___ Data under study ___
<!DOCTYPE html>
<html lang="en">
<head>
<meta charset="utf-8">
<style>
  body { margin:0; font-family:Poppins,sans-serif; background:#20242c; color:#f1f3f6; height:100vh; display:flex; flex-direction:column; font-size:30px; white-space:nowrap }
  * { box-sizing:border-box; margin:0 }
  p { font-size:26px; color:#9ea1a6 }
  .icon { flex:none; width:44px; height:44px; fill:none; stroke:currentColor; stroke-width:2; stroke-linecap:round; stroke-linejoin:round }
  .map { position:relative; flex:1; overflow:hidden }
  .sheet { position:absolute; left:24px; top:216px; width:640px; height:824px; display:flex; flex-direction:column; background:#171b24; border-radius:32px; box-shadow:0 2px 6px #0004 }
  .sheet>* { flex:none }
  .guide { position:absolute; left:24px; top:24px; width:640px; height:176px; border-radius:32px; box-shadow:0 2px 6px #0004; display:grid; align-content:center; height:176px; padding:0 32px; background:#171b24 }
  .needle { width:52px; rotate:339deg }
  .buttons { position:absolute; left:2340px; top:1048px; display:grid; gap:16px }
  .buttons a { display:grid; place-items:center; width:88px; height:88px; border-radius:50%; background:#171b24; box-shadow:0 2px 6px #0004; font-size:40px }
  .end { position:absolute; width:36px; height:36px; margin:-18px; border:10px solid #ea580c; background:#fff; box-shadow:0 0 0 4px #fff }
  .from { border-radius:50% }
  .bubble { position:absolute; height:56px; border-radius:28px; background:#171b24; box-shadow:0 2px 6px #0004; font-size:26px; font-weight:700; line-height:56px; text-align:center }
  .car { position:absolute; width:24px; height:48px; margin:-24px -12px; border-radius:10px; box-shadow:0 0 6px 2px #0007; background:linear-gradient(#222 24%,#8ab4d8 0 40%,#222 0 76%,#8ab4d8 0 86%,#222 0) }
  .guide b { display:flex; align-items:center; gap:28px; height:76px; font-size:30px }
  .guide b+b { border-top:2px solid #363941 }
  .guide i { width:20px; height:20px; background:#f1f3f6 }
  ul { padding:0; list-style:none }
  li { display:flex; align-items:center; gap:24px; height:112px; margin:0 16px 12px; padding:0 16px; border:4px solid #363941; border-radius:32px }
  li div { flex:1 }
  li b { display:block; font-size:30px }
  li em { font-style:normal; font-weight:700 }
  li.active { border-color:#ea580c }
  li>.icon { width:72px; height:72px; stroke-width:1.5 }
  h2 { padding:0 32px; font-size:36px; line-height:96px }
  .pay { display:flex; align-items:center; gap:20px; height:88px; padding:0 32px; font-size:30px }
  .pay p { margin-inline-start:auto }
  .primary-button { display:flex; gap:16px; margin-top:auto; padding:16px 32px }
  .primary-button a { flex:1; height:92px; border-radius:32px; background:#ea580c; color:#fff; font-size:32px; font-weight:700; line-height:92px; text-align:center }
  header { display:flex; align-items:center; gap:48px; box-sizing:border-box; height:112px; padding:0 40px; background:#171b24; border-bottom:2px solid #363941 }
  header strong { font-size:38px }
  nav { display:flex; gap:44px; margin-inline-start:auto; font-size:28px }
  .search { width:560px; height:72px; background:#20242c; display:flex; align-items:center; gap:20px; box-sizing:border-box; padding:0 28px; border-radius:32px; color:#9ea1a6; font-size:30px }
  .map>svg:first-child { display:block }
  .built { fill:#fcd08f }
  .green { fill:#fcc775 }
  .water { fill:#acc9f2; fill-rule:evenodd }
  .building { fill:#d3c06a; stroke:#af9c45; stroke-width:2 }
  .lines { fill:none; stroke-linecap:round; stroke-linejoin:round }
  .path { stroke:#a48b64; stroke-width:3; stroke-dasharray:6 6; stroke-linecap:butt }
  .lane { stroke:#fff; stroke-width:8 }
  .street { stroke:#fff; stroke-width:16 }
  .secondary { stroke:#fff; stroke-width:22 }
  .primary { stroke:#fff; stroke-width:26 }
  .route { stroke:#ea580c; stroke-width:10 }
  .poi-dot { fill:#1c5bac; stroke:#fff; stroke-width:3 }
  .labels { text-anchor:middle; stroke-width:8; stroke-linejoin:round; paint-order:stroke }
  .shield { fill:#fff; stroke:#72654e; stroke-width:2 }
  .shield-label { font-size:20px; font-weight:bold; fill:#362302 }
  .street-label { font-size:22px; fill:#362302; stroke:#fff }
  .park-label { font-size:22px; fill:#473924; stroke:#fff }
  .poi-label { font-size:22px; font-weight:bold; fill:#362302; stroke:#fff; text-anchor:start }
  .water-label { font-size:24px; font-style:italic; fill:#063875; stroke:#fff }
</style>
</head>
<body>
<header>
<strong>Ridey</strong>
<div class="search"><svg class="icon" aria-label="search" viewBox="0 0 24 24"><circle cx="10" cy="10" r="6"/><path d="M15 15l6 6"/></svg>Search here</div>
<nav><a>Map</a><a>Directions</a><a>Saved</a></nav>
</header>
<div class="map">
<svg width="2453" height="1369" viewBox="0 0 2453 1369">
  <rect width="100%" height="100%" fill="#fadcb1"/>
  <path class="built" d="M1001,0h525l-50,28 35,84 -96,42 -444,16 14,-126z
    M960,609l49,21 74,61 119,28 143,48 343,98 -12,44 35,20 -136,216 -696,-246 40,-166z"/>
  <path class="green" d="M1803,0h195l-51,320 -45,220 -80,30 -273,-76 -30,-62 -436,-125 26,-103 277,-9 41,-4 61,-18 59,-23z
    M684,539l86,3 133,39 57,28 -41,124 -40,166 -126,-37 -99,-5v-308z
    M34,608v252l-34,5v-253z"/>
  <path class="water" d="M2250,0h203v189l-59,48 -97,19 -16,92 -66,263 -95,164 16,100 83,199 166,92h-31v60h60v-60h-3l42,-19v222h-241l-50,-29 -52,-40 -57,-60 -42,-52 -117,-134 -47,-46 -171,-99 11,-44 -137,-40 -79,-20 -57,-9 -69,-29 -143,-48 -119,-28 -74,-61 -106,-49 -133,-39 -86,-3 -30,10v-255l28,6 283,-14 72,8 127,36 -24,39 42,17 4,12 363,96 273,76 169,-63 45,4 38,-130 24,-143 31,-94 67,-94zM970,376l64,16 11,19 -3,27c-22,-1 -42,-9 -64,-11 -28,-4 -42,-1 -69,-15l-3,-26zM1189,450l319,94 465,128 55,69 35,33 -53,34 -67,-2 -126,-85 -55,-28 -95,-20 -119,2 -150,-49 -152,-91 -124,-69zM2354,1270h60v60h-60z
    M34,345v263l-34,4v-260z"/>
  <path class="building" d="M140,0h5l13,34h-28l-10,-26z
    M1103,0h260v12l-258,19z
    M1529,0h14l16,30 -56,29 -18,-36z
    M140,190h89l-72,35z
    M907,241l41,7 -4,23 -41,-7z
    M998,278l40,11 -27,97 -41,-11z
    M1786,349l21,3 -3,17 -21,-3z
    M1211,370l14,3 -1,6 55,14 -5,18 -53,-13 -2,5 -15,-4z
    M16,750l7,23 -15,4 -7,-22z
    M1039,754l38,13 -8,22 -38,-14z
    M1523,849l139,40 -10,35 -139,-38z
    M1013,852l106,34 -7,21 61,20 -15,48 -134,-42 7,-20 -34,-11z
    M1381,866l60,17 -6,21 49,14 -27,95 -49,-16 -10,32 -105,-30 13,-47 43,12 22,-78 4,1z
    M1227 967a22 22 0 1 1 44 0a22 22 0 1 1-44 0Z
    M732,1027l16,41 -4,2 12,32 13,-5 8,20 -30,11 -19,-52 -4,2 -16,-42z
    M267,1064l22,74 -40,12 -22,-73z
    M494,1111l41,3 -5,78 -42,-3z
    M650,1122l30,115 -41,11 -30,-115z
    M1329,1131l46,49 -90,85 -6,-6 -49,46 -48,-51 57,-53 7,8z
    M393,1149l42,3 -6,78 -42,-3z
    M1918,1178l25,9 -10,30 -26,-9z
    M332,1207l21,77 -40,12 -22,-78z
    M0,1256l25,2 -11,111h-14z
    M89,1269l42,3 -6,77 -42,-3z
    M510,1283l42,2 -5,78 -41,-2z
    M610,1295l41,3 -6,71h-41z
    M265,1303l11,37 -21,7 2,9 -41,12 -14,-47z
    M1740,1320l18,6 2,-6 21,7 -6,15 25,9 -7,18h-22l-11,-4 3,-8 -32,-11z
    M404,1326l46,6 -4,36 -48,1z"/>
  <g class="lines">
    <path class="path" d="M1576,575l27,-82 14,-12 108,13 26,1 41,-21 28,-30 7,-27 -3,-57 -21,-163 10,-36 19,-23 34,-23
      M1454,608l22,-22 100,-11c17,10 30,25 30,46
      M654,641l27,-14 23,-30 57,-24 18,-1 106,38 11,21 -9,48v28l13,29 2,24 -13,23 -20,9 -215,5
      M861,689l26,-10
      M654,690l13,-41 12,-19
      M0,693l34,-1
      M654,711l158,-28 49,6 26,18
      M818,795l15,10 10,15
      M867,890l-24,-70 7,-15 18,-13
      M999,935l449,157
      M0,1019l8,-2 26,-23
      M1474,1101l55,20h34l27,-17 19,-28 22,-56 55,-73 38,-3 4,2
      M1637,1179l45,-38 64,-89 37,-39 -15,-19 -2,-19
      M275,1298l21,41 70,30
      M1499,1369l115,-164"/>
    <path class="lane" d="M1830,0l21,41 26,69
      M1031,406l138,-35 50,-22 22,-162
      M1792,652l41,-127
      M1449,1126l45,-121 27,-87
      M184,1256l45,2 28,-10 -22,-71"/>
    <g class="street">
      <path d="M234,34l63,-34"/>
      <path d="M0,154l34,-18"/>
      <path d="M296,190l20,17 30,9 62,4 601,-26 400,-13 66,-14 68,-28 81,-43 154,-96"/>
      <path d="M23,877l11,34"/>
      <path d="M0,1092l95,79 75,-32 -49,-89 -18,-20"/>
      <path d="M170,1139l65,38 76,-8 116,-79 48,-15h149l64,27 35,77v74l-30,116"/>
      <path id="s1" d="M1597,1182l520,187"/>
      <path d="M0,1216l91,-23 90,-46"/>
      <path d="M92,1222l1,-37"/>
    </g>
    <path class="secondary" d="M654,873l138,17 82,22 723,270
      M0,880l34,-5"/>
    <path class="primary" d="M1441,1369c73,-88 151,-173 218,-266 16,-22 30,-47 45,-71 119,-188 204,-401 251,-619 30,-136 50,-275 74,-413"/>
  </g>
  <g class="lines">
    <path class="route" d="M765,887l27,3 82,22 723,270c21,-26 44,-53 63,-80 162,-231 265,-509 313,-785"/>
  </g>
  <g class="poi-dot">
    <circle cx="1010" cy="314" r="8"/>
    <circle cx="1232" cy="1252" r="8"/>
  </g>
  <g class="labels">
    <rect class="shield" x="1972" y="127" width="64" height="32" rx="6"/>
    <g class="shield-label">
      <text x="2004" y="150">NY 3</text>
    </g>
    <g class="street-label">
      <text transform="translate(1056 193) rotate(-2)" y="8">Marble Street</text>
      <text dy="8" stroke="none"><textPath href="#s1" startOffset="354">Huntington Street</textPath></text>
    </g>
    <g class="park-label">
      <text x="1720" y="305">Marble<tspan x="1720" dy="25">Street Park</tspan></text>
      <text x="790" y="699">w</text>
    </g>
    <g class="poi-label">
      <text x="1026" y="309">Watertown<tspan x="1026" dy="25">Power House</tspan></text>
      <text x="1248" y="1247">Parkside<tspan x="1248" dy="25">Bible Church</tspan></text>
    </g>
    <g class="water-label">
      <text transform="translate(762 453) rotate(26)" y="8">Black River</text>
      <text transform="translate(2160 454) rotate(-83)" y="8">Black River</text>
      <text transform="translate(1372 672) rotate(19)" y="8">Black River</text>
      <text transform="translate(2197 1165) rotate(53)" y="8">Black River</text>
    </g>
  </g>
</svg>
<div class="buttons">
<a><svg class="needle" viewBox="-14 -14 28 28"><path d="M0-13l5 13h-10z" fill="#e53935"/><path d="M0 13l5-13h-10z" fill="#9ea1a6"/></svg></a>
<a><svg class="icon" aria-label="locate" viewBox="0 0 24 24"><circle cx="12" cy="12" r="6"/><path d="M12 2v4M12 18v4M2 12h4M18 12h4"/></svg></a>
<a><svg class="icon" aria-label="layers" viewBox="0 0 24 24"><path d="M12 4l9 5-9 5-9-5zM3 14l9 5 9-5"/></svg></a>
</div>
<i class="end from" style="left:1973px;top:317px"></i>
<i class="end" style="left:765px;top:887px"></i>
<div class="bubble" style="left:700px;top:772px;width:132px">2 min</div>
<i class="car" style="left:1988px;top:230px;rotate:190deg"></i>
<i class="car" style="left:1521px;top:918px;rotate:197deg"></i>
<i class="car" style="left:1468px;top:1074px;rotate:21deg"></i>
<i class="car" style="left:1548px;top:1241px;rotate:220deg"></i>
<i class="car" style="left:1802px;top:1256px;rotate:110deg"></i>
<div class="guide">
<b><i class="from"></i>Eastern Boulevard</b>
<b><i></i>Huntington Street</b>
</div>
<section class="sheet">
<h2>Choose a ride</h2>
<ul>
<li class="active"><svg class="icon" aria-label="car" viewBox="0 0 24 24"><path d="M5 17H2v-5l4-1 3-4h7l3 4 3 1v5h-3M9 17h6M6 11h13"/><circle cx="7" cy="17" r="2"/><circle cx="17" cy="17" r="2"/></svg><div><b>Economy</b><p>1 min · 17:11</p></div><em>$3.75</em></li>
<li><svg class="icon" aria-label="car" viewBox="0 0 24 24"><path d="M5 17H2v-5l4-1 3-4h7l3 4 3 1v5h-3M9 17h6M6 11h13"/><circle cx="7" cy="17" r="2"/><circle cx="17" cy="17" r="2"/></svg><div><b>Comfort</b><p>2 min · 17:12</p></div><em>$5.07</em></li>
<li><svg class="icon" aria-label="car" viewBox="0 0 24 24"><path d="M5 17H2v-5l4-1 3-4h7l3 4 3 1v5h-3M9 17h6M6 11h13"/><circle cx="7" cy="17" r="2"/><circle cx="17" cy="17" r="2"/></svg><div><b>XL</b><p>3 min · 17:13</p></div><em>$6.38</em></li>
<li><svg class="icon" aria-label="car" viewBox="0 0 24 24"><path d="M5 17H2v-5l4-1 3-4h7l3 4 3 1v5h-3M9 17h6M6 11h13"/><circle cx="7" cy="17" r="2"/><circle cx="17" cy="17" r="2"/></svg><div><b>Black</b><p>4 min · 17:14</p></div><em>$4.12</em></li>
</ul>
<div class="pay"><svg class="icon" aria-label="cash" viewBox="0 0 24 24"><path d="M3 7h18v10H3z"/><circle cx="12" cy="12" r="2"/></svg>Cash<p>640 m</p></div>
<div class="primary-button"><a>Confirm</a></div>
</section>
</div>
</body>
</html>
___
*Action item*
From the entries above, return exactly the line containing "M1529,0h14l16,30 -56,29 -18,-36z", the line containing "M861,689l26,-10", and all lines between, and nothing else.

*Exercise answer*
    M1529,0h14l16,30 -56,29 -18,-36z
    M140,190h89l-72,35z
    M907,241l41,7 -4,23 -41,-7z
    M998,278l40,11 -27,97 -41,-11z
    M1786,349l21,3 -3,17 -21,-3z
    M1211,370l14,3 -1,6 55,14 -5,18 -53,-13 -2,5 -15,-4z
    M16,750l7,23 -15,4 -7,-22z
    M1039,754l38,13 -8,22 -38,-14z
    M1523,849l139,40 -10,35 -139,-38z
    M1013,852l106,34 -7,21 61,20 -15,48 -134,-42 7,-20 -34,-11z
    M1381,866l60,17 -6,21 49,14 -27,95 -49,-16 -10,32 -105,-30 13,-47 43,12 22,-78 4,1z
    M1227 967a22 22 0 1 1 44 0a22 22 0 1 1-44 0Z
    M732,1027l16,41 -4,2 12,32 13,-5 8,20 -30,11 -19,-52 -4,2 -16,-42z
    M267,1064l22,74 -40,12 -22,-73z
    M494,1111l41,3 -5,78 -42,-3z
    M650,1122l30,115 -41,11 -30,-115z
    M1329,1131l46,49 -90,85 -6,-6 -49,46 -48,-51 57,-53 7,8z
    M393,1149l42,3 -6,78 -42,-3z
    M1918,1178l25,9 -10,30 -26,-9z
    M332,1207l21,77 -40,12 -22,-78z
    M0,1256l25,2 -11,111h-14z
    M89,1269l42,3 -6,77 -42,-3z
    M510,1283l42,2 -5,78 -41,-2z
    M610,1295l41,3 -6,71h-41z
    M265,1303l11,37 -21,7 2,9 -41,12 -14,-47z
    M1740,1320l18,6 2,-6 21,7 -6,15 25,9 -7,18h-22l-11,-4 3,-8 -32,-11z
    M404,1326l46,6 -4,36 -48,1z"/>
  <g class="lines">
    <path class="path" d="M1576,575l27,-82 14,-12 108,13 26,1 41,-21 28,-30 7,-27 -3,-57 -21,-163 10,-36 19,-23 34,-23
      M1454,608l22,-22 100,-11c17,10 30,25 30,46
      M654,641l27,-14 23,-30 57,-24 18,-1 106,38 11,21 -9,48v28l13,29 2,24 -13,23 -20,9 -215,5
      M861,689l26,-10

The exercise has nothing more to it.